§ Supplied material
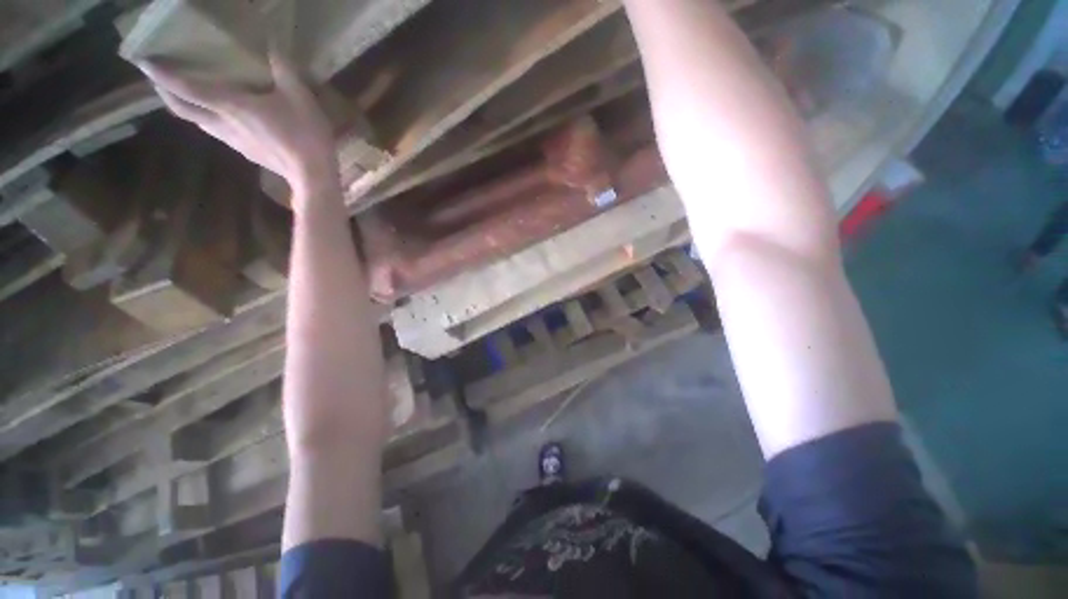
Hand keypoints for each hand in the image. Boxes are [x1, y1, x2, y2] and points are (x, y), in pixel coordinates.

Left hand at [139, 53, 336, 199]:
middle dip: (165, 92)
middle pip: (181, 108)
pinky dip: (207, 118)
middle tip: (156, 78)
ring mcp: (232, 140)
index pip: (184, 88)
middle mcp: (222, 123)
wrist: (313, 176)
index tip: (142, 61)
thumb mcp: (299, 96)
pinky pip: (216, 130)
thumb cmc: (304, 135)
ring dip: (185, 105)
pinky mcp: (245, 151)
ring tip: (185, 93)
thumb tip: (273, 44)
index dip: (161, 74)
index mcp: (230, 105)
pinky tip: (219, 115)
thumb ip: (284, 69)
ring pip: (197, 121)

--

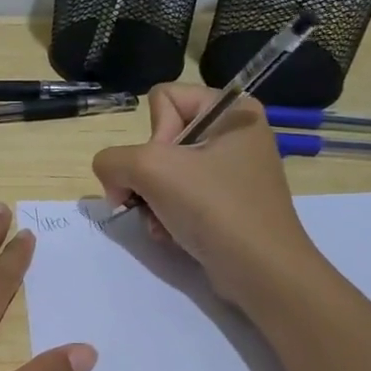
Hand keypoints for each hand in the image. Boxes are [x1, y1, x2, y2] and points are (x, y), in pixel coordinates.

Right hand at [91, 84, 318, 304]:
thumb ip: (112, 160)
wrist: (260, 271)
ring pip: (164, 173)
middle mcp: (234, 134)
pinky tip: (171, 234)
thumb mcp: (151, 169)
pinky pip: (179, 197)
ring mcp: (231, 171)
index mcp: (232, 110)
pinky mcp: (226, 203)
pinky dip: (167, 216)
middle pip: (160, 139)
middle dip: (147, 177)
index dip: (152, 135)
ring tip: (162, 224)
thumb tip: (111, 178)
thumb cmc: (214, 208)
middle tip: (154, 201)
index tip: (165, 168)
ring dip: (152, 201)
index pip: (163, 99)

---

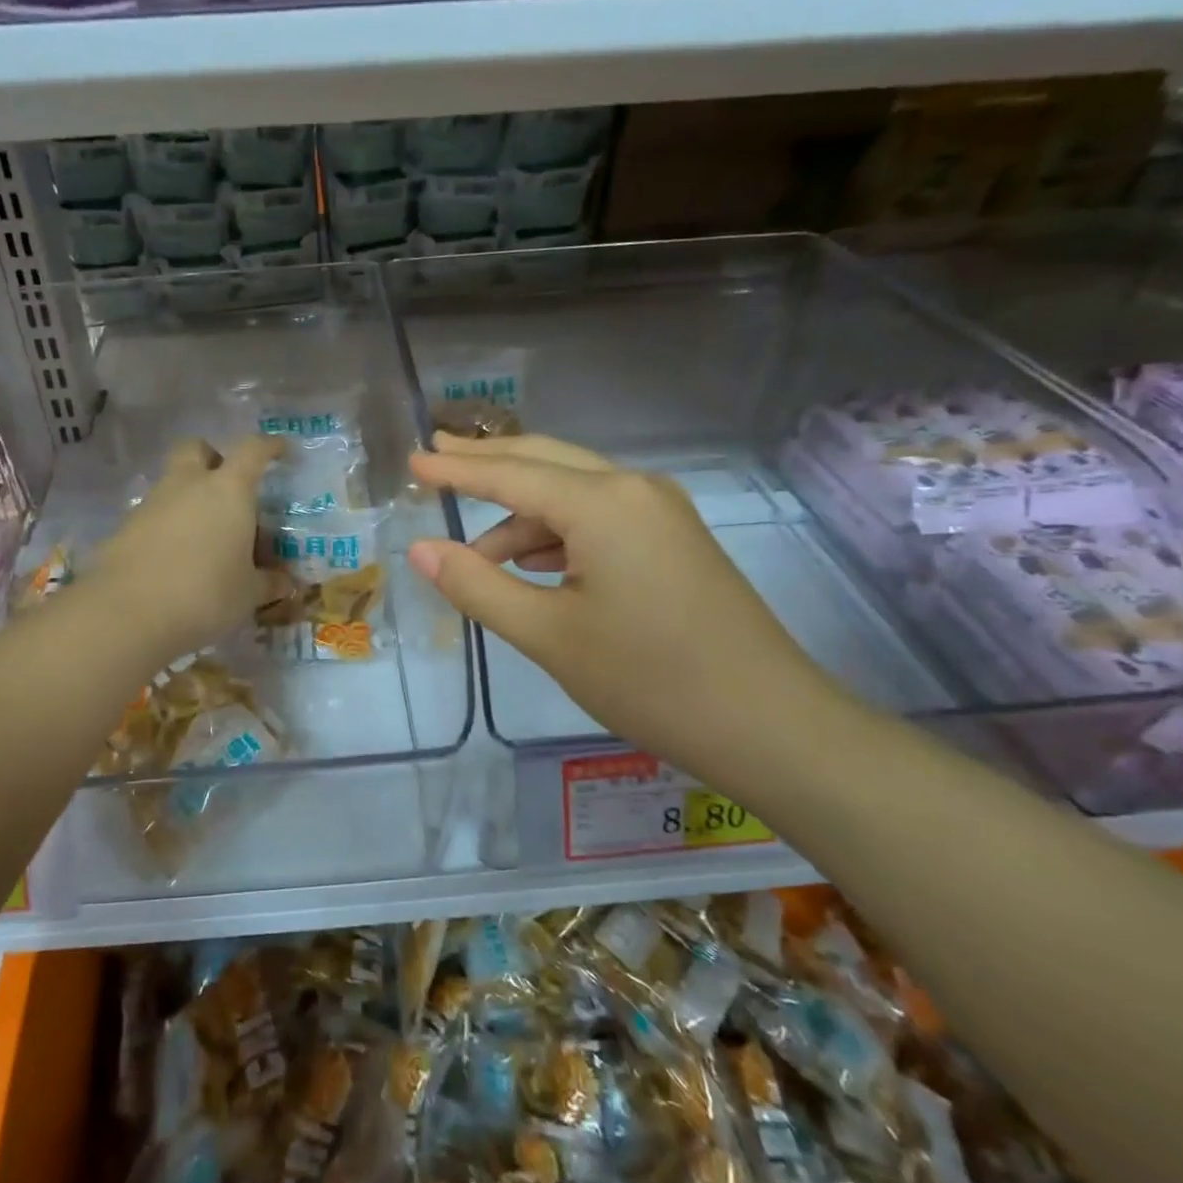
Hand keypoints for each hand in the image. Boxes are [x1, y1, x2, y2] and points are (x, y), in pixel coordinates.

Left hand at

§ What you have to do
In the listing above, locate the line containing "pinky dip: (167, 216)" and the line containing "index pip: (163, 99)", then transcribe both and every line between them verbatim.

§ Response to the task
pinky dip: (167, 216)
middle pip: (160, 139)
middle dip: (147, 177)
index dip: (152, 135)
ring tip: (162, 224)
thumb tip: (111, 178)
thumb cmc: (214, 208)
middle tip: (154, 201)
index tip: (165, 168)
ring dip: (152, 201)
index pip: (163, 99)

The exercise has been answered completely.